Creato il 04 marzo 2012 da Queenseptienna @queenseptienna

L’uso della d in chiave eufonica, nell’italiano, è attestato sia nell’uso della lingua parlate che in quella scritta. Tale fenomeno consiste nell’aggiunta finale (epitesi) della lettera “d” ad alcune particelle, qualora l’incontro vocalico con parole inizianti per vocale dia adito a cacofonie o difficoltà di pronuncia. Nell’uso moderno della lingua italiana la d eufonica ricorre in tre casi:

  • nella preposizione ad (“a“),
  • nella congiunzione ed (“e“)
  • e raramente nella congiunzione od (“o“);

mentre anticamente il fenomeno era attestato anche nei seguenti casi:

  • ned (“né”)
  • sed (“se” solo congiunzione)
  • e ched (“che” congiunzione talvolta anche come pronome)

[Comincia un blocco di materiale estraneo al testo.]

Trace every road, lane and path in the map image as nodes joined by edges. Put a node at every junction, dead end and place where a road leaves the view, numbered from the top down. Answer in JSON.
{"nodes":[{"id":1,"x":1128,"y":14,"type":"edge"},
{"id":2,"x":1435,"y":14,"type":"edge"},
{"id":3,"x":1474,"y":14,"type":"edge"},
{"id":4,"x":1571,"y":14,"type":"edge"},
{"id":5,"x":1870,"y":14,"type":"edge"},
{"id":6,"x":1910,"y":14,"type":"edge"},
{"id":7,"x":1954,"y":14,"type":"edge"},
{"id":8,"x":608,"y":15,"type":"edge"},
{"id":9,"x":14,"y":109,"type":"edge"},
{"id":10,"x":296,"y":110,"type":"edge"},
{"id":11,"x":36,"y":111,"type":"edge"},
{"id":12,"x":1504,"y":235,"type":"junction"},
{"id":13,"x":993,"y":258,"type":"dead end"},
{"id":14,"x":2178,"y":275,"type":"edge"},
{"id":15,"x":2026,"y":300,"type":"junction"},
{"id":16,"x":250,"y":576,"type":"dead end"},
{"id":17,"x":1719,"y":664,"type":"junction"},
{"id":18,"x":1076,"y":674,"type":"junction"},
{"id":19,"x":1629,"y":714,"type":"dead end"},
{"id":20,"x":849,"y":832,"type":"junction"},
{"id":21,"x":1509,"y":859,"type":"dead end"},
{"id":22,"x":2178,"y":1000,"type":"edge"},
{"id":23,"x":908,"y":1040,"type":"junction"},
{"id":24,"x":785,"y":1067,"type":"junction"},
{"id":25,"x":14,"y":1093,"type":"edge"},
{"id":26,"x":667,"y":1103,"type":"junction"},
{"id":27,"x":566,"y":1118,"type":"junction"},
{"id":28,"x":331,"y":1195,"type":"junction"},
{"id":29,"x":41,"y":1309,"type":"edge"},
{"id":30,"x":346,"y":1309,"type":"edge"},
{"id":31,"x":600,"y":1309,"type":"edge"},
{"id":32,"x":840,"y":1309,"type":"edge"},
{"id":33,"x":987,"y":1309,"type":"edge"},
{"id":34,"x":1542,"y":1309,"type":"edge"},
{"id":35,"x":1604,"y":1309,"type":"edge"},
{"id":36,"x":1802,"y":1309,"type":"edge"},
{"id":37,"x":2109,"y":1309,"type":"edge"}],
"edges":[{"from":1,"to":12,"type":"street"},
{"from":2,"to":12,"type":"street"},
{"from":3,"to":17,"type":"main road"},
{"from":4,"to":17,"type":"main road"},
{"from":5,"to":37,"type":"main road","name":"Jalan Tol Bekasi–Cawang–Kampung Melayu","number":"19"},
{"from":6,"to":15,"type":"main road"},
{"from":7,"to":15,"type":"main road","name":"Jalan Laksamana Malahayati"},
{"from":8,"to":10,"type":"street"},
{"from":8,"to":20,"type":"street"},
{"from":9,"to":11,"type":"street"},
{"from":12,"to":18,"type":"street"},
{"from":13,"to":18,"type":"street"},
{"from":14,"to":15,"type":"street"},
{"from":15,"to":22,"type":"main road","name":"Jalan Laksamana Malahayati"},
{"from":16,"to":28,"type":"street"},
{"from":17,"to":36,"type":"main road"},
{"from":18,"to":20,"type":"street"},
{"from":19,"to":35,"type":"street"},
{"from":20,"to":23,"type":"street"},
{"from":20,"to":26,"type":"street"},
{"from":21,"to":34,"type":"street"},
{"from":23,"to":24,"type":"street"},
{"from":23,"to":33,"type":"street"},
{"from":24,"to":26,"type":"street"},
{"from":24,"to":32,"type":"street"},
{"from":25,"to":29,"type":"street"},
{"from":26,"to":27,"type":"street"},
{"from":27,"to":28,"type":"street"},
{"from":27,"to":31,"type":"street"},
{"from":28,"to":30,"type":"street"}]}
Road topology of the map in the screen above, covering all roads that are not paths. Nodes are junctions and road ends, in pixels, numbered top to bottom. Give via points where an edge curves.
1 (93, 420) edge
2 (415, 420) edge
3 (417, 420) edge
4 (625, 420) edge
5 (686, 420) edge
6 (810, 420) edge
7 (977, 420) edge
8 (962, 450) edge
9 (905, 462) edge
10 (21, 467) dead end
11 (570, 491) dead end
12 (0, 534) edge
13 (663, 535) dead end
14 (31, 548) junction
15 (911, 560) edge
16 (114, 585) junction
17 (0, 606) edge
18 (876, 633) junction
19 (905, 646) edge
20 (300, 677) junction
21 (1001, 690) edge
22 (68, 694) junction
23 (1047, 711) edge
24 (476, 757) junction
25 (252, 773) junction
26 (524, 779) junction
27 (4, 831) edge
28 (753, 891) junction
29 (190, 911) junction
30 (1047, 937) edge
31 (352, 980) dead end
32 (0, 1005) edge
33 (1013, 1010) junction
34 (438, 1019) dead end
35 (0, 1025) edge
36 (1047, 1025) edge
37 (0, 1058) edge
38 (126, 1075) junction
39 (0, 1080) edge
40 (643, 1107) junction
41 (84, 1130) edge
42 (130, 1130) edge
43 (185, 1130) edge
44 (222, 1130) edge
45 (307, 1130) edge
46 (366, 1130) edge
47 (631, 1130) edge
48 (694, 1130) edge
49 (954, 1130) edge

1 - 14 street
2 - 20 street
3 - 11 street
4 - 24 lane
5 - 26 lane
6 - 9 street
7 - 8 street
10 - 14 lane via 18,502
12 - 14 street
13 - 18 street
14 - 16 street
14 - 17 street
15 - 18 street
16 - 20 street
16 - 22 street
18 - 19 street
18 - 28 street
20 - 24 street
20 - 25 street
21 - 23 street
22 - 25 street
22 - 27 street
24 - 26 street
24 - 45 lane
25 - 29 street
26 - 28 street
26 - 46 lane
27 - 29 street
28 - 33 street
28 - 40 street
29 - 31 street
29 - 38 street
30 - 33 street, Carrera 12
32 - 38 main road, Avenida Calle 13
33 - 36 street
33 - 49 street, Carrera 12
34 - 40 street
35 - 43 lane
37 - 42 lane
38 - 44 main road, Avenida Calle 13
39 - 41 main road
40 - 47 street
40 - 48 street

Di tali usi più antichi si trova ancora traccia in forme poco comuni come qualcheduno e ciascheduno.

Non esistono oggi regole ferree circa l’uso della d eufonica. I manuali moderni di italianistica ne consigliano l’adozione solitamente negli incontri tra vocali del medesimo timbro e nelle forme consolidate, come nella locuzione “ad esempio“, lasciando del resto margine alla discrezione dell’autore o del parlante, ma sconsigliandone comunque un uso pedissequo e massiccio, o laddove possa ingenerare a sua volta cacofonie come “autori ed editori” o polisemie.

Fonte: Wikipedia

 

NELLA SCRITTURA

E’ d’uso, durante la stesura di un testo (racconto o romanzo), evitare il più possibile la D eufonica. E’ bene utilizzarla solo ed esclusivamente (proprio come in questo caso) quando le due parole portano la stessa vocale.

Alcuni esempi:

  • Ad esempio” è sbagliato. Meglio usare “Per esempio” o “A esempio” sebbene la prima formula sia più agevole.
  • Ed eccoci qui” è corretto, poiché E si accoppia con ECCOCI, stessa vocale che crea una cacofonia. Di conseguenza l’uso della D eufonica è indispensabile.